RECORDS PROVIDED >>
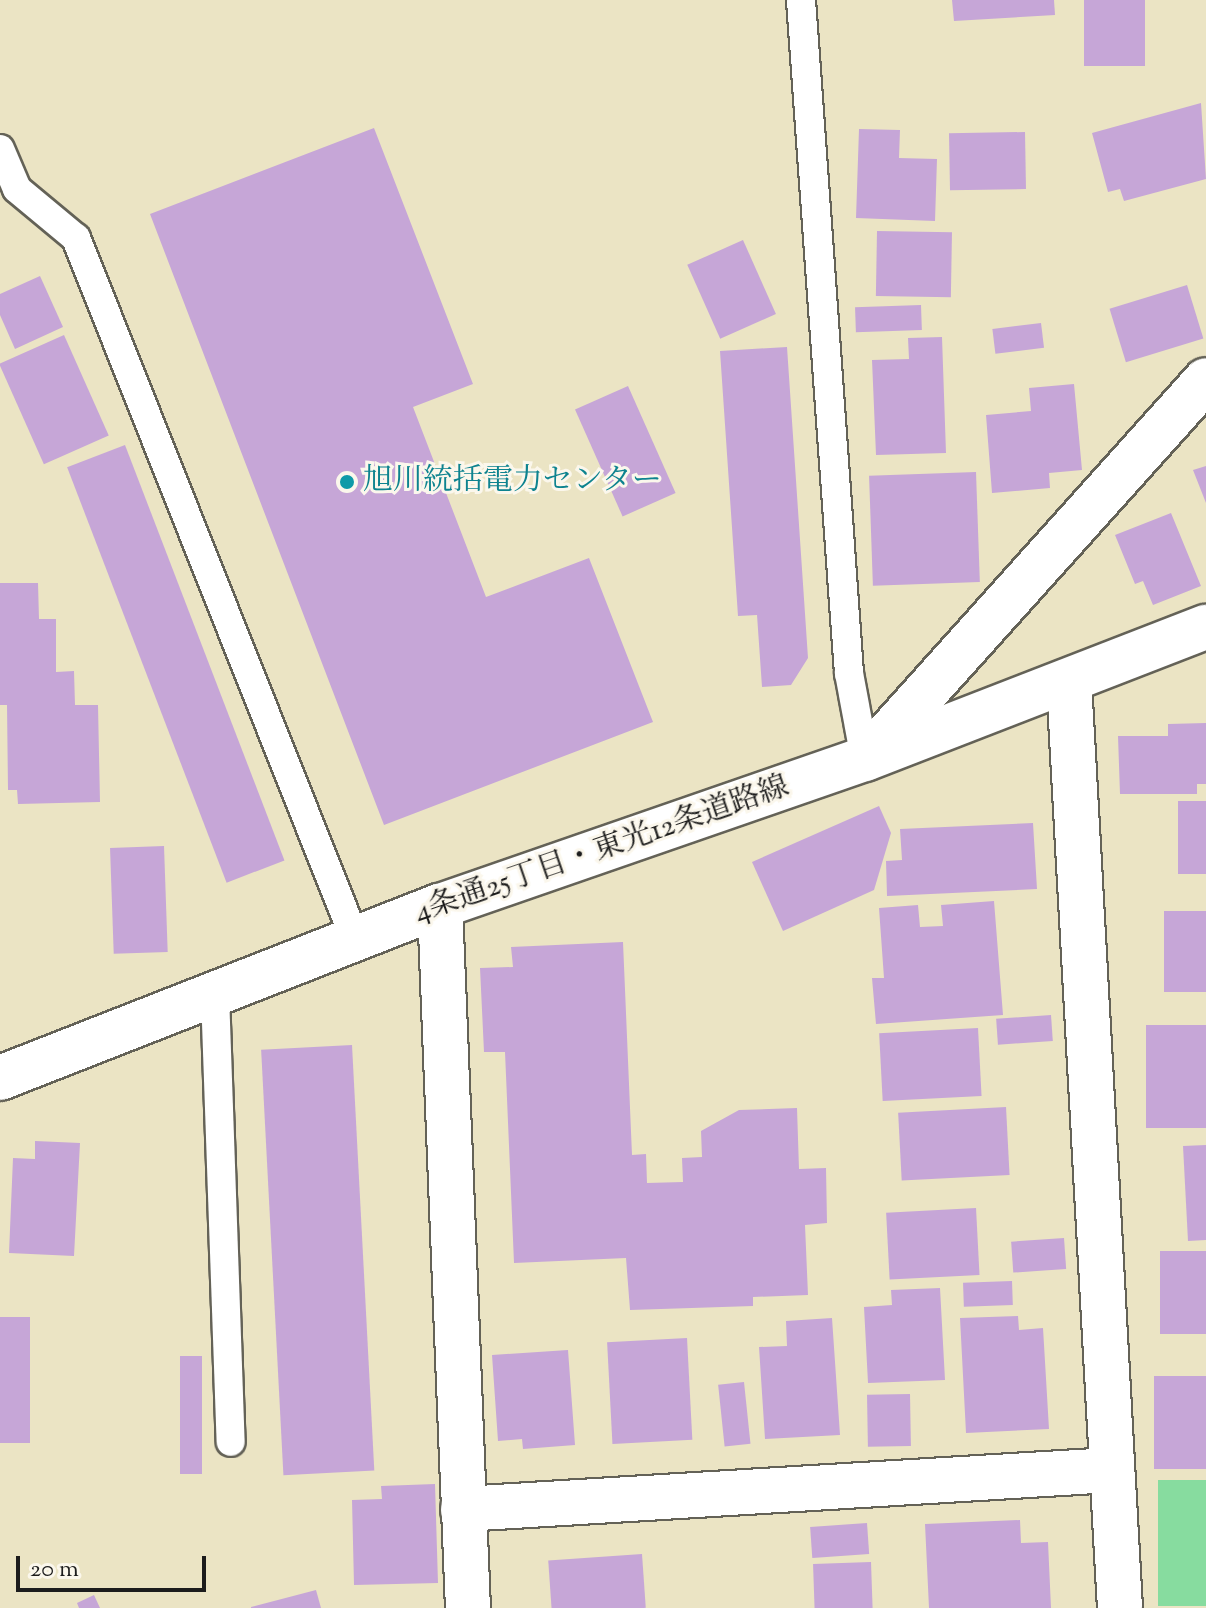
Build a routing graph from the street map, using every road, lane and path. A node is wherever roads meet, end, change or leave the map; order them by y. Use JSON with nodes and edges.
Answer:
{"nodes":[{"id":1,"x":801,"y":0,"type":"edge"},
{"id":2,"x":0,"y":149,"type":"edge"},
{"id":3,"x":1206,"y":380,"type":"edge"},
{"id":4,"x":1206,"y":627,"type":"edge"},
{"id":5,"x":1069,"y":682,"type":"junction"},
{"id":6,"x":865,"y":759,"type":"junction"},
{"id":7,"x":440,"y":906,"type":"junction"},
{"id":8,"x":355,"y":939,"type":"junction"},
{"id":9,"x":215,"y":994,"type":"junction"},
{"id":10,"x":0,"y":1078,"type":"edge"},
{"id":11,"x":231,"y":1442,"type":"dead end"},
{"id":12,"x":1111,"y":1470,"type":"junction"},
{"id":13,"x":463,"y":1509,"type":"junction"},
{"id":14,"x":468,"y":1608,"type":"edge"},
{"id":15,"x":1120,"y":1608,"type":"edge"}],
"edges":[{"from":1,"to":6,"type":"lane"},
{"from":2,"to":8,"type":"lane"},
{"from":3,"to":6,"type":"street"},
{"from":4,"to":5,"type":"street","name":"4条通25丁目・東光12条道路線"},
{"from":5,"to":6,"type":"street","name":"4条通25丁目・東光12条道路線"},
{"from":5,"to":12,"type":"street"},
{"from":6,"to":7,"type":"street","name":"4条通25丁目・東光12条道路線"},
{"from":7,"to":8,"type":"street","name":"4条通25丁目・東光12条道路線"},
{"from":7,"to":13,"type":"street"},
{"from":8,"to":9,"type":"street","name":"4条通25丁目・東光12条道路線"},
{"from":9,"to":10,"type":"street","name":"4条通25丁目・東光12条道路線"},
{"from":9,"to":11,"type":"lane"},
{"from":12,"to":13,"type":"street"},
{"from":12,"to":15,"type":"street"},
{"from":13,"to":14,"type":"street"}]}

---

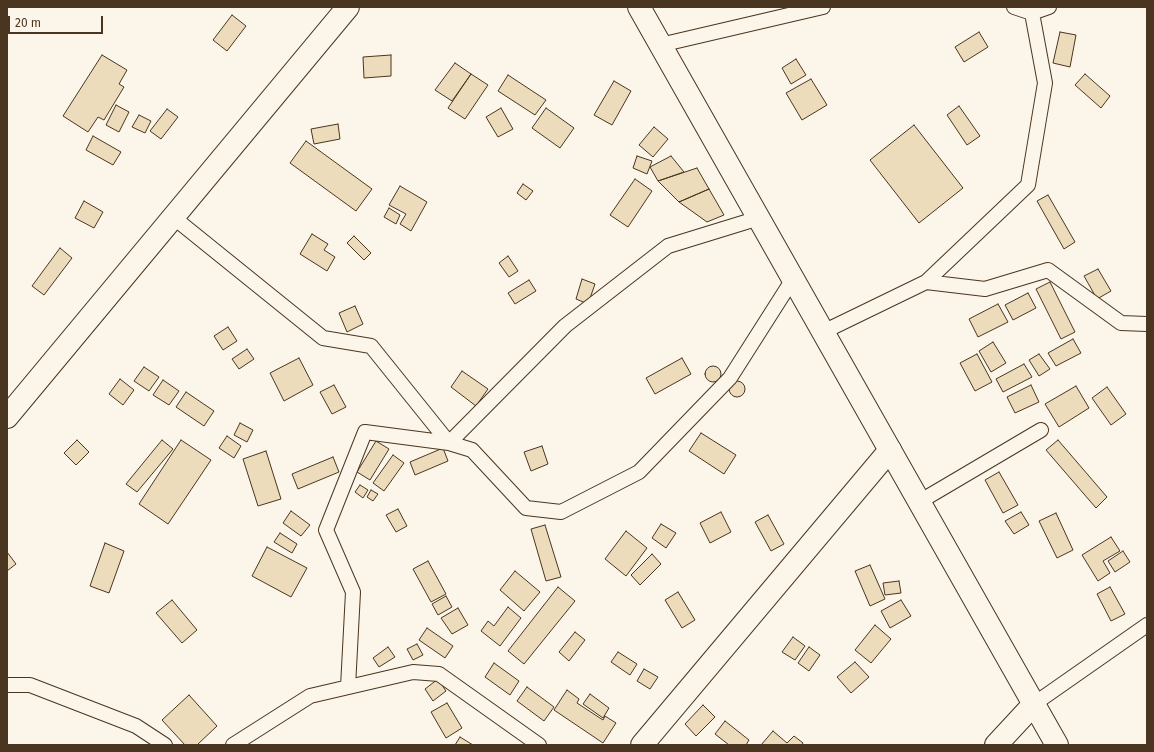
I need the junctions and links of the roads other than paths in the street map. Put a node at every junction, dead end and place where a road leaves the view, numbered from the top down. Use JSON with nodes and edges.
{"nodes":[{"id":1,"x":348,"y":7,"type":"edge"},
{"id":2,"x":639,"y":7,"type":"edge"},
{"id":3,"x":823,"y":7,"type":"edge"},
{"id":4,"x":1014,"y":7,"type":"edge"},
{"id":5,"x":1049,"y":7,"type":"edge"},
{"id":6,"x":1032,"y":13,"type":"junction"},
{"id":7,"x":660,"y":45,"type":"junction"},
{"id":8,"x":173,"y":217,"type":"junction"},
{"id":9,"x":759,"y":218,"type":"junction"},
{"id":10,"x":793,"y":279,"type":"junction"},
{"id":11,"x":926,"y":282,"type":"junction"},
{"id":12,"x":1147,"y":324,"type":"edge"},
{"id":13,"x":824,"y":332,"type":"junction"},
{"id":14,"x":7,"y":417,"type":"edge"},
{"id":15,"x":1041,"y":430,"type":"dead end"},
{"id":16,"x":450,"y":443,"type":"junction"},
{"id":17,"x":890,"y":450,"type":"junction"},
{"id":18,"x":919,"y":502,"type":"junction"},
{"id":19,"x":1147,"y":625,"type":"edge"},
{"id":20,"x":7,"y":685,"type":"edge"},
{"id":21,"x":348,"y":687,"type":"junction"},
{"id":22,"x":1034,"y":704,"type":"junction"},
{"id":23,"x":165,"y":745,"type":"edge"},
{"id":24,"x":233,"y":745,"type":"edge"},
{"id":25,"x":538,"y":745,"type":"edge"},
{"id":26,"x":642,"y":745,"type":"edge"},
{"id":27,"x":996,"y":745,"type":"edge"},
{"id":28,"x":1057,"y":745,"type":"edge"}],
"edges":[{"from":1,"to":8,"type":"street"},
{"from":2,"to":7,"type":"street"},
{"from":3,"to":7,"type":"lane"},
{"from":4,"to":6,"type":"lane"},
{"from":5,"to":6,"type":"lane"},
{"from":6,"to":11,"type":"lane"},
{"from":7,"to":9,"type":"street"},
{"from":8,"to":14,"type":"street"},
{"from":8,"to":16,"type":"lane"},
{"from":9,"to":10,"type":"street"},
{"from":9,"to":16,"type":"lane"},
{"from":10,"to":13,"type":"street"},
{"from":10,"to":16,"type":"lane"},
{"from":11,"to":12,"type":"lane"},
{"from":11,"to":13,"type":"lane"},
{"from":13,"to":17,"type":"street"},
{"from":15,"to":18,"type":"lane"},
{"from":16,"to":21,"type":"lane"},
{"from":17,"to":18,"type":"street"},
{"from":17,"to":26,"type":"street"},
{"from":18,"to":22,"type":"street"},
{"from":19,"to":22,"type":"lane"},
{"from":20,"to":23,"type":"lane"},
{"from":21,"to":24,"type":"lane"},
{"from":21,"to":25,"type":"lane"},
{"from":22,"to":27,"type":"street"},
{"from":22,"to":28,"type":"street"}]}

WORK REQUIRED >> Wherever a line contains the string "name", copy that line from the data.

EXERCISE OUTPUT >>
{"from":4,"to":5,"type":"street","name":"4条通25丁目・東光12条道路線"},
{"from":5,"to":6,"type":"street","name":"4条通25丁目・東光12条道路線"},
{"from":6,"to":7,"type":"street","name":"4条通25丁目・東光12条道路線"},
{"from":7,"to":8,"type":"street","name":"4条通25丁目・東光12条道路線"},
{"from":8,"to":9,"type":"street","name":"4条通25丁目・東光12条道路線"},
{"from":9,"to":10,"type":"street","name":"4条通25丁目・東光12条道路線"},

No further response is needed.